Barbut démissionne et réintègre son ministère écologique, le petit doigt sur la couture du pantalon
En politique, comme le dit l'adage, l'amour "propre" ne le reste jamais très longtemps. Surtout lorsqu'il se heurte à la réalité du pouvoir. Monique Barbut la ministre de la Transition écologique, en est le plus bel exemple, renonçant à quitter le gouvernement après avoir annoncé son départ sur fond de désaccord avec le chef, autour du retour de l'acétamipride, un pesticide un tant soit peu controversé. Je vous préviens, je vous avais prévenu ! Une décision qui pose une nouvelle fois la question de l'autonomie réelle de ces ministres face au château.
Elle avait voulu marquer son désaccord par une petite bouderie de quelques heures, en opposition à la réintroduction temporaire d'une substance utilisée dans l'agriculture, estimant que cette décision allait à l'encontre des engagements environnementaux affichés par son gouvernement. Mais quelques heures plus tard, après un échange avec le chef de l'État, la voilà de nouveau le petit doigt sur la couture du pantalon.
Un épisode qui rappelle une vieille règle de la Ve République : le chef a toujours raison, même lorsque le chef a tort, le chef finit toujours par avoir raison.
Et là, la démission devient alors moins un acte politique irréversible qu'un caca nerveux, rapidement recadré.
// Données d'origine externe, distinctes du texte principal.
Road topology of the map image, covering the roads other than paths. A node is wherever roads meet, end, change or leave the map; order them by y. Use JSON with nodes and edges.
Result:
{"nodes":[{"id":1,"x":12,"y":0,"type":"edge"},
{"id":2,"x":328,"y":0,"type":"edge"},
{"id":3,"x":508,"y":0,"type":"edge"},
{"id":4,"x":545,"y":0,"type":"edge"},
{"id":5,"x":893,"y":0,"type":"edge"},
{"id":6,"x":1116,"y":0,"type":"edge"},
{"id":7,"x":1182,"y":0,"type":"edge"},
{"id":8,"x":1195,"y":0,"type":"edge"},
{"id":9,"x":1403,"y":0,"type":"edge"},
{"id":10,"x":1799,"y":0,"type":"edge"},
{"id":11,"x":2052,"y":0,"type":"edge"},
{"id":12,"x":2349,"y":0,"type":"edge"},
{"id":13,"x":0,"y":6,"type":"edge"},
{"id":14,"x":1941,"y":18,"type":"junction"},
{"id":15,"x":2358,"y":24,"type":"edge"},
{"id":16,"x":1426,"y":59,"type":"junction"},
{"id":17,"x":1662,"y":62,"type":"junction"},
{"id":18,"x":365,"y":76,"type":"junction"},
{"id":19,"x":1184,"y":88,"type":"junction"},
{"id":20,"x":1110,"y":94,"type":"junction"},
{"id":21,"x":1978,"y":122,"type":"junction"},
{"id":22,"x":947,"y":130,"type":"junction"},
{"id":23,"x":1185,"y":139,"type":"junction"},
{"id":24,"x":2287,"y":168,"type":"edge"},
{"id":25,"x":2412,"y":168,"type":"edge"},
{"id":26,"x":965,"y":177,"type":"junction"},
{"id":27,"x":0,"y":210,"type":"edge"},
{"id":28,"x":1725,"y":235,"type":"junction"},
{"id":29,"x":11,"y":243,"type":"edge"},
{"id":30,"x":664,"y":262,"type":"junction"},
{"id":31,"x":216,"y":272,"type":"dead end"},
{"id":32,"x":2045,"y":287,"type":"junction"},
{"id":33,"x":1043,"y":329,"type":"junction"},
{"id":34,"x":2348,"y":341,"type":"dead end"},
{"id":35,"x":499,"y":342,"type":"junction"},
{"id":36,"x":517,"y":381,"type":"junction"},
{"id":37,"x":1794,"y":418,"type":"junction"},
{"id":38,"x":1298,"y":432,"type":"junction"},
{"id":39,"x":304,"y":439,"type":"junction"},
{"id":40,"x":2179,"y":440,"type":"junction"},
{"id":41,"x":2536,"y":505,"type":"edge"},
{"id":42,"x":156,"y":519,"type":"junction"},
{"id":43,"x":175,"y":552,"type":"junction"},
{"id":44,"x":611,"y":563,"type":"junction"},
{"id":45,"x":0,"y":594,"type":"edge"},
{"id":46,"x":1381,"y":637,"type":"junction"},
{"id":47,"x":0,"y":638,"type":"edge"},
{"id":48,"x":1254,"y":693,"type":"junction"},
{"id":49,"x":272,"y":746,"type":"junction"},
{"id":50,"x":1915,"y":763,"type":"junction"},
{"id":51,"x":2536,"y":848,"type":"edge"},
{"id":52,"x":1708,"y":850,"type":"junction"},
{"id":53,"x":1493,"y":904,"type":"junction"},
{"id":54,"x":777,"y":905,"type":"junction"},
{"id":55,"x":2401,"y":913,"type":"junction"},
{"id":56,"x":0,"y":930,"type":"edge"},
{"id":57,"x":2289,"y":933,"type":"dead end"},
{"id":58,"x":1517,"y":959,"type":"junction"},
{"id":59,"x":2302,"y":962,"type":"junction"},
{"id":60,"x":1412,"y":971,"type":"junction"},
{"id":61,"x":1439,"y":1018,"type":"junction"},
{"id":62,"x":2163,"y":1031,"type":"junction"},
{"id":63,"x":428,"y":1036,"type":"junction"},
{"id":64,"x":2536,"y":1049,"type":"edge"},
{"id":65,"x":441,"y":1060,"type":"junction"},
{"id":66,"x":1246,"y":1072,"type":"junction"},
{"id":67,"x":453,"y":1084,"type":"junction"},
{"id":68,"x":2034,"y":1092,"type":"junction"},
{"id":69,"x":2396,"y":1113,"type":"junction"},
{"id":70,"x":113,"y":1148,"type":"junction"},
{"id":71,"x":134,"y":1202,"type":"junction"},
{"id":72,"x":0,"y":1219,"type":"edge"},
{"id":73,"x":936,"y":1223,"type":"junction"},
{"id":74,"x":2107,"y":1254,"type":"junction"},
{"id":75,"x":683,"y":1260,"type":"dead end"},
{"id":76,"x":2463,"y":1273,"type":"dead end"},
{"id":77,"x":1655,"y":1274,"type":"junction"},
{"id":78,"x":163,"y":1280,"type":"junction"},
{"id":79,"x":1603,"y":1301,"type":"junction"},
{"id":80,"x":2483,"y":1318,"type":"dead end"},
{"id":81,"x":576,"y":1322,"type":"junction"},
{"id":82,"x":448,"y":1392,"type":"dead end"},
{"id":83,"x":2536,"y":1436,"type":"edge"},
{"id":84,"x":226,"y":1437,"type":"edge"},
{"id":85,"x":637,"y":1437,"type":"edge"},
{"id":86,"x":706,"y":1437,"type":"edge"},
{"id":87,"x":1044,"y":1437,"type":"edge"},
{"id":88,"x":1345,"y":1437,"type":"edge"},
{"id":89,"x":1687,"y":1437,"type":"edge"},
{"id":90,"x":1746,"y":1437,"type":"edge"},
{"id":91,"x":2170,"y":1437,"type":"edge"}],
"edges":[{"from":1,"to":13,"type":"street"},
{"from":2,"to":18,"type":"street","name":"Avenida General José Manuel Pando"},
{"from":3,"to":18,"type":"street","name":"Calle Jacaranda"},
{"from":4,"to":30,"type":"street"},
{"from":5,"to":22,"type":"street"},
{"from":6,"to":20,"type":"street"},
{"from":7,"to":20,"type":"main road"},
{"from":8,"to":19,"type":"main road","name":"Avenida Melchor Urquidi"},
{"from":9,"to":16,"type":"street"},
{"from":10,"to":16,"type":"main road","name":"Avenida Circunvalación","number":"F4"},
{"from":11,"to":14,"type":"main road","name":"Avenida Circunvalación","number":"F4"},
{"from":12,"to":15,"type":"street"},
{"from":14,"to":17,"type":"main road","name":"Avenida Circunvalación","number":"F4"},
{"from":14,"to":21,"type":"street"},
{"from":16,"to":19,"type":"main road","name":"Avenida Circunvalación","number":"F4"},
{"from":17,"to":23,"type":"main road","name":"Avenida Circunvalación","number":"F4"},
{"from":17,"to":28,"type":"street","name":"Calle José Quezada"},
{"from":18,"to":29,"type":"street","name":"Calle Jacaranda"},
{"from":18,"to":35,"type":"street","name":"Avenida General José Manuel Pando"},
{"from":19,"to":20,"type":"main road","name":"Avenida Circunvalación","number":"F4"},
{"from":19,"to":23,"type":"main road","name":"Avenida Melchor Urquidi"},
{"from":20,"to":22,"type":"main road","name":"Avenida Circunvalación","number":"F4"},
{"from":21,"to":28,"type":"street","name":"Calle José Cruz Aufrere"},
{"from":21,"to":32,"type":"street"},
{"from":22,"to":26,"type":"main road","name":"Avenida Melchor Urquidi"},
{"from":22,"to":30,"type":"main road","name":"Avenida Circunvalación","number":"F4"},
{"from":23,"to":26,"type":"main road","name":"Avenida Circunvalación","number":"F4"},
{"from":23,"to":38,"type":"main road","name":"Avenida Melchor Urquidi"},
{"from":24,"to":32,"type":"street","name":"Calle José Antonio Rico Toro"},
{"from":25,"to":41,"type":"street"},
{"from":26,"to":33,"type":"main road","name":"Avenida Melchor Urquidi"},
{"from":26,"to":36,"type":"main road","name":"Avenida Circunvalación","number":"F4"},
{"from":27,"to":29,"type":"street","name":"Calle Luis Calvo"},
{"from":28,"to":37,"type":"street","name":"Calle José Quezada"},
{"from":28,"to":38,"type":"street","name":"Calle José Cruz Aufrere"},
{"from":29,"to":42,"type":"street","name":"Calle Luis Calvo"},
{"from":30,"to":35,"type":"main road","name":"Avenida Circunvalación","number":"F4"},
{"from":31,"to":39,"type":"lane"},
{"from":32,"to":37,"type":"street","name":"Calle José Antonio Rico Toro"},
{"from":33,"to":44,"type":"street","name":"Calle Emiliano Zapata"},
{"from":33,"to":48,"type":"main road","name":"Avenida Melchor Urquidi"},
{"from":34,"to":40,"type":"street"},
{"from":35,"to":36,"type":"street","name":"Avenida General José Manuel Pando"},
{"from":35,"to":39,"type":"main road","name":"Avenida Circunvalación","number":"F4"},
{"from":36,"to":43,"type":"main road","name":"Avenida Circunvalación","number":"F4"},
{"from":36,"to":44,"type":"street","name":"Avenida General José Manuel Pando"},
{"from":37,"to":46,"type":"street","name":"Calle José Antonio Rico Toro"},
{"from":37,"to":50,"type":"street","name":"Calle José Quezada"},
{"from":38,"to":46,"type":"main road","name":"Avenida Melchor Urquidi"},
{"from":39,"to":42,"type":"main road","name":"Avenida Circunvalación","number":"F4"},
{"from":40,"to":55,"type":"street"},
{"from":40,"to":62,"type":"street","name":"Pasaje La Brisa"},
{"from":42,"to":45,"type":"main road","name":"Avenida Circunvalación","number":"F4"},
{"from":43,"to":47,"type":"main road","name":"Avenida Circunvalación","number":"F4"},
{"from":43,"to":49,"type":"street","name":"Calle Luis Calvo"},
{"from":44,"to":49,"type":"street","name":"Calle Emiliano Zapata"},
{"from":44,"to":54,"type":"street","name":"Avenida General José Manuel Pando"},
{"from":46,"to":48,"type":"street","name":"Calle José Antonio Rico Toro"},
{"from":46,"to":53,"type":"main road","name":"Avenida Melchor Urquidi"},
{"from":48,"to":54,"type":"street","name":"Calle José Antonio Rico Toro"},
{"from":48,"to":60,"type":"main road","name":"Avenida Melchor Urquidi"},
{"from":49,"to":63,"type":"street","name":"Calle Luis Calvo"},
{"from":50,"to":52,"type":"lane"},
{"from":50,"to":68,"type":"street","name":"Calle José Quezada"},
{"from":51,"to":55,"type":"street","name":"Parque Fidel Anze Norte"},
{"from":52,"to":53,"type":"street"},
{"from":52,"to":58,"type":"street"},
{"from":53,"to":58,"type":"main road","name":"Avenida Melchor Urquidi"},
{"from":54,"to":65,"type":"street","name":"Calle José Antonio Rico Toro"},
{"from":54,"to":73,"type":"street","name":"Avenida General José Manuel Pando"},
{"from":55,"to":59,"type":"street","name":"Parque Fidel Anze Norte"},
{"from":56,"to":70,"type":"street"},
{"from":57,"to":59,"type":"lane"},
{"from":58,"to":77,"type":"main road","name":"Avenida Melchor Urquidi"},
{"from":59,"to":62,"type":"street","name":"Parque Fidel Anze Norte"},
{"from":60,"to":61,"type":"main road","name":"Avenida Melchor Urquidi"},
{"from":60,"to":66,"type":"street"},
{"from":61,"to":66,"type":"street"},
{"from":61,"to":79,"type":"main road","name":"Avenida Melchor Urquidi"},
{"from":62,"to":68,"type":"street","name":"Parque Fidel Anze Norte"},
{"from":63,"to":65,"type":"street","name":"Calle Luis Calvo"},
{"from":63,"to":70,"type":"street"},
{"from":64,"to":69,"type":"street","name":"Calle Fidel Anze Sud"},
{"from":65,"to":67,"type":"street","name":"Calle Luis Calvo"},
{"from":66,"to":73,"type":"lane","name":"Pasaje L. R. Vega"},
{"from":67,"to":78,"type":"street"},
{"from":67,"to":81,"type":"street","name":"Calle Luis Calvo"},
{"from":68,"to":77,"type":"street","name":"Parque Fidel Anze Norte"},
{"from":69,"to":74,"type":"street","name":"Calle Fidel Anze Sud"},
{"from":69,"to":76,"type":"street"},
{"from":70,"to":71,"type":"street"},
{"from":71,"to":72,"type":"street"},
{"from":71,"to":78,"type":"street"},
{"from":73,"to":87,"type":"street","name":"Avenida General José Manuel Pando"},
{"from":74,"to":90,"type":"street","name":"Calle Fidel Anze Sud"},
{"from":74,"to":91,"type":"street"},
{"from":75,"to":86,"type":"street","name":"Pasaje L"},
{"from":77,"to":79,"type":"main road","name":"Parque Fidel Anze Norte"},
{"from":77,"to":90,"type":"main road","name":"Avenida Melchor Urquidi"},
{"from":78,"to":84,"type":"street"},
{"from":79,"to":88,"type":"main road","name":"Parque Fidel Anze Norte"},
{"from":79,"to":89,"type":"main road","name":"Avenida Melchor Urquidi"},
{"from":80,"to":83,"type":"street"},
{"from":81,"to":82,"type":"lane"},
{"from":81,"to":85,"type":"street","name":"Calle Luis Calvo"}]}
On s'interroge tout de même quant à la place du ministère de l'Écologie. Sorte d'épouvantail fantoche, il a été créé en 1971 sous la forme d'un ministère chargé de la protection de la nature et de l'environnement, qui a changé plusieurs fois de nom et de périmètre au fil des gouvernements, sans réelle influence et séparé des secteurs qui façonnent directement les politiques environnementales.
L'agriculture, la santé, l'industrie, les transports ou encore l'énergie restent eux pilotés par d'autres administrations, avec des objectifs personnels. La protection de l'environnement, elle, est cantonnée à un rôle d'"arbitre" tardif non-décisionnaire, chargé juste de limiter les conséquences de décisions prises ailleurs.
Faut-il encore un ministère de l'Écologie ? C'est peut-être la bonne question. Sans lien direct avec ceux qui produisent, soignent, aménagent et transportent, elle n'est, et depuis longtemps, qu'un ministère de conviction.